Start of Block

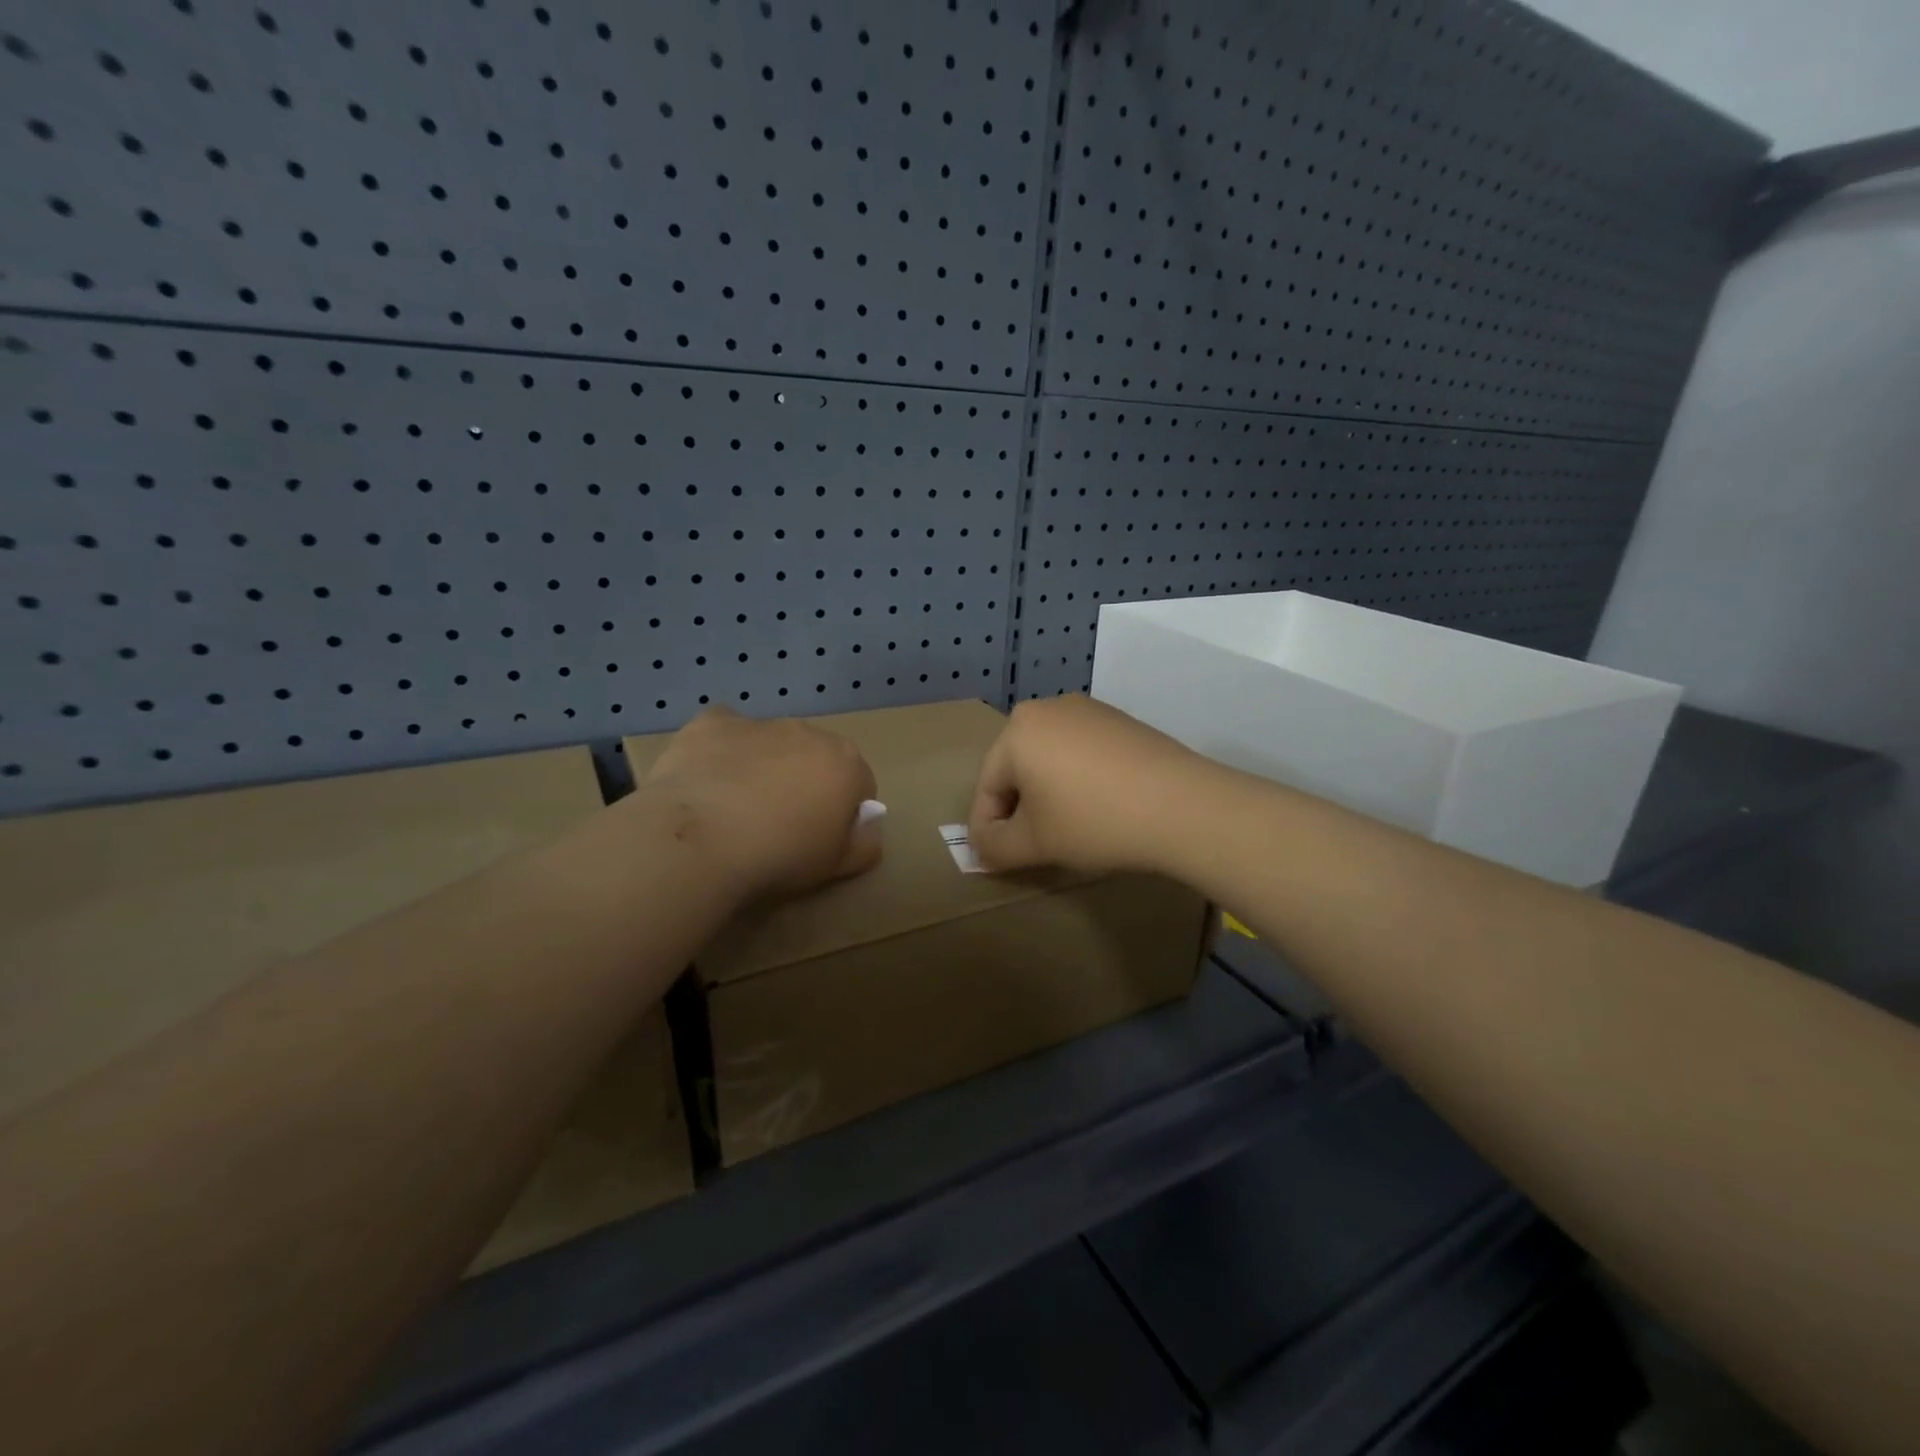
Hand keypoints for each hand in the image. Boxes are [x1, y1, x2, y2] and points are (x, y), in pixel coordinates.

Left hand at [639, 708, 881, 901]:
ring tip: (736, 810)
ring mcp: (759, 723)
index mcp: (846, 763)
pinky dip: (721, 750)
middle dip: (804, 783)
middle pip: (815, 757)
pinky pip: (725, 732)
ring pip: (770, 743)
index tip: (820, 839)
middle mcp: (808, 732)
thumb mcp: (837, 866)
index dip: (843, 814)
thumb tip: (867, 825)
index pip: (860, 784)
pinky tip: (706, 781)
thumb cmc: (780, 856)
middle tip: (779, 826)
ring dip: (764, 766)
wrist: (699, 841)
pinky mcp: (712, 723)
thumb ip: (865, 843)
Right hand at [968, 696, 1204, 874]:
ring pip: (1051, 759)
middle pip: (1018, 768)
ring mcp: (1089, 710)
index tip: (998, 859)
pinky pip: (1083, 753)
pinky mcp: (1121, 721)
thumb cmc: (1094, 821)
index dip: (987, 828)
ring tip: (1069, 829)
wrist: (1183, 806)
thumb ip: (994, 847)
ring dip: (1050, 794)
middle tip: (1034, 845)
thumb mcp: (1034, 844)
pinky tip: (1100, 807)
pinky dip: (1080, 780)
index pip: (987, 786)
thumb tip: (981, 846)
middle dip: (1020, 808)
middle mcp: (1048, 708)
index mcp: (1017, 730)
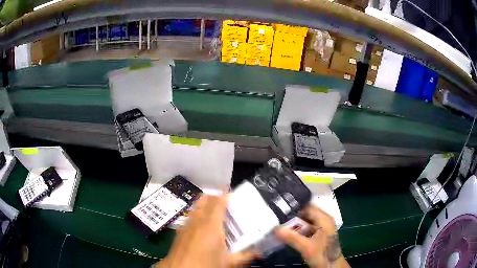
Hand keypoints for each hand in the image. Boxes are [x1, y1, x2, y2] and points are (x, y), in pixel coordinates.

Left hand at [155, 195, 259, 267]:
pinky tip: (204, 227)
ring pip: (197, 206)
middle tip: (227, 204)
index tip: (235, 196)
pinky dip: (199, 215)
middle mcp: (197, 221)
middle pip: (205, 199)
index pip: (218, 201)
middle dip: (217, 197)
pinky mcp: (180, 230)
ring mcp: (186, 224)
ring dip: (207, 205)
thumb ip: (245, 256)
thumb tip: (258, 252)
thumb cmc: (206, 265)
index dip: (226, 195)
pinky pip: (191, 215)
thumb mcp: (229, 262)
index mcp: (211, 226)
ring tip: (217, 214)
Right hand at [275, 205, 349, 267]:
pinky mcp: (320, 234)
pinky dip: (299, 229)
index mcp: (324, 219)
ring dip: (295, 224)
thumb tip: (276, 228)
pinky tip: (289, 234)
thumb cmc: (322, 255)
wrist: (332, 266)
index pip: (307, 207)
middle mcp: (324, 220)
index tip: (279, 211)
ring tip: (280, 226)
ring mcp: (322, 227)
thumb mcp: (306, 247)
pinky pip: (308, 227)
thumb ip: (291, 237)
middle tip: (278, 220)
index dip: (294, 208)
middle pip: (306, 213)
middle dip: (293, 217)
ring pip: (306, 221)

End of Block
Start of Block

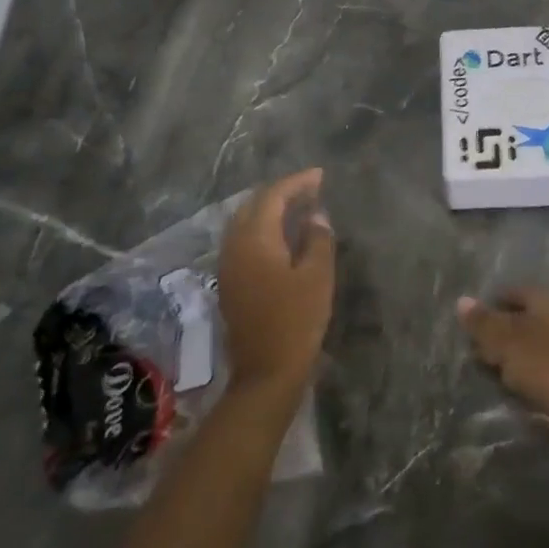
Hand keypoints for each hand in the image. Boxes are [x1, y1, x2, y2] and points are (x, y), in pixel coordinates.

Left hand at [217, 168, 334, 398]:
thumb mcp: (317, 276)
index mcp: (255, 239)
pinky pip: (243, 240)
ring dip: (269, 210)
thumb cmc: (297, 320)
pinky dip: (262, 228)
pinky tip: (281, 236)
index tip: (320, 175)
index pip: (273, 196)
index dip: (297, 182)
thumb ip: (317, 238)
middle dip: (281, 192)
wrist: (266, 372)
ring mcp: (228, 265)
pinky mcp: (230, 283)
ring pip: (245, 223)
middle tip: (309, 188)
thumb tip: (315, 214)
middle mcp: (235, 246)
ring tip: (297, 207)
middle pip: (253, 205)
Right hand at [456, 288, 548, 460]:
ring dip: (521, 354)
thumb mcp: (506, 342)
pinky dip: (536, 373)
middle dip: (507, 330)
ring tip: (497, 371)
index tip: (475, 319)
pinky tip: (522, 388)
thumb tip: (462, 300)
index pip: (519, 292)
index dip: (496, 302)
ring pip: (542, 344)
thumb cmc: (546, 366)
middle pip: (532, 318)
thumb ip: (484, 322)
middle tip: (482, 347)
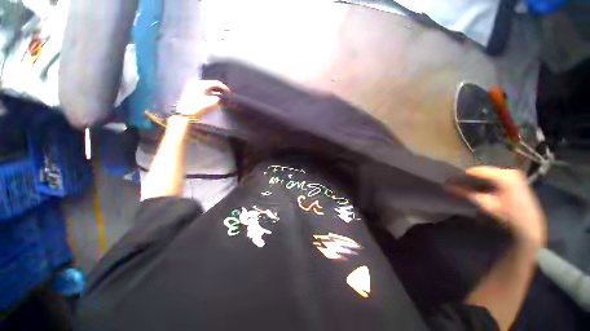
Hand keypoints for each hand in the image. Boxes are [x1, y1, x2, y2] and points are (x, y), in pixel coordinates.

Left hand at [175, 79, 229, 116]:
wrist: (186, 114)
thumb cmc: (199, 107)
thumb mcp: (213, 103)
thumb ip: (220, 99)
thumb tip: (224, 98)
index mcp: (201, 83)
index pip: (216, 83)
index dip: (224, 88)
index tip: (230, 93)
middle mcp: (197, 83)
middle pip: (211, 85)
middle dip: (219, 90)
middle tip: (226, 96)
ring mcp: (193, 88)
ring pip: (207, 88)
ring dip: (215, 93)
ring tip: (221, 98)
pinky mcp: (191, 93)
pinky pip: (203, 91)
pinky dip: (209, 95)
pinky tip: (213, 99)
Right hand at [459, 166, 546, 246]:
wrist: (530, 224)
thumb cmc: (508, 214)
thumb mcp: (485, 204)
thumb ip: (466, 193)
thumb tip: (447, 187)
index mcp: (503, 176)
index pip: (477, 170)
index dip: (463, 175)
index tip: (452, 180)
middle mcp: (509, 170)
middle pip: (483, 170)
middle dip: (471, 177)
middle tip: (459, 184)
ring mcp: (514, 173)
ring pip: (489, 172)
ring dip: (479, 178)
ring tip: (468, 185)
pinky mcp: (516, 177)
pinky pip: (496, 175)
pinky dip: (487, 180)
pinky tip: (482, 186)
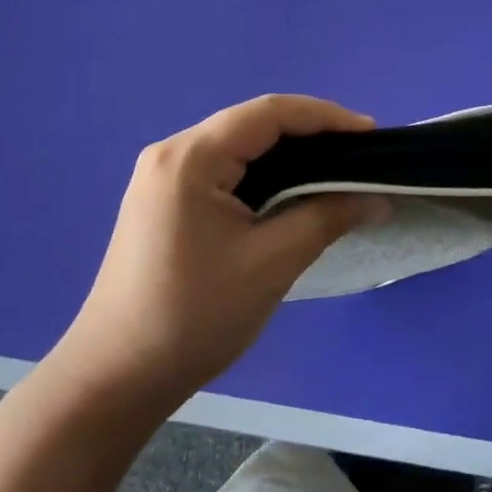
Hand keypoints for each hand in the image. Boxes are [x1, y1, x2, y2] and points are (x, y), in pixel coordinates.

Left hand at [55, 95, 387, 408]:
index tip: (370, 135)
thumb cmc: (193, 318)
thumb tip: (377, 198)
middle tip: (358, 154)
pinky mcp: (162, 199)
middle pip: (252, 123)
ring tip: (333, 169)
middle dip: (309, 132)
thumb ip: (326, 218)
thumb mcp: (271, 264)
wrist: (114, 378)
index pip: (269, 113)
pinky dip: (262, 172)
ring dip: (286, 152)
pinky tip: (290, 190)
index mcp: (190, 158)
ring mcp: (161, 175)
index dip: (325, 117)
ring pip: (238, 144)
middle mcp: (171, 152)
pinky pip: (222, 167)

End of Block

## Work to be completed
When you reach the line with "index pip: (273, 196)" in the records above, start writing out lines exactly, and stop once the line with "middle pip: (253, 205)" has been written; include nothing else.

## Exercise result
index pip: (273, 196)
index dip: (297, 182)
thumb ip: (317, 238)
middle dip: (281, 192)
wrist: (266, 372)
ring mcp: (228, 265)
pinky mcp: (230, 283)
ring pip: (245, 223)
middle tip: (309, 188)
thumb tip: (315, 214)
middle mcp: (235, 246)
ring tip: (297, 207)
middle pip: (253, 205)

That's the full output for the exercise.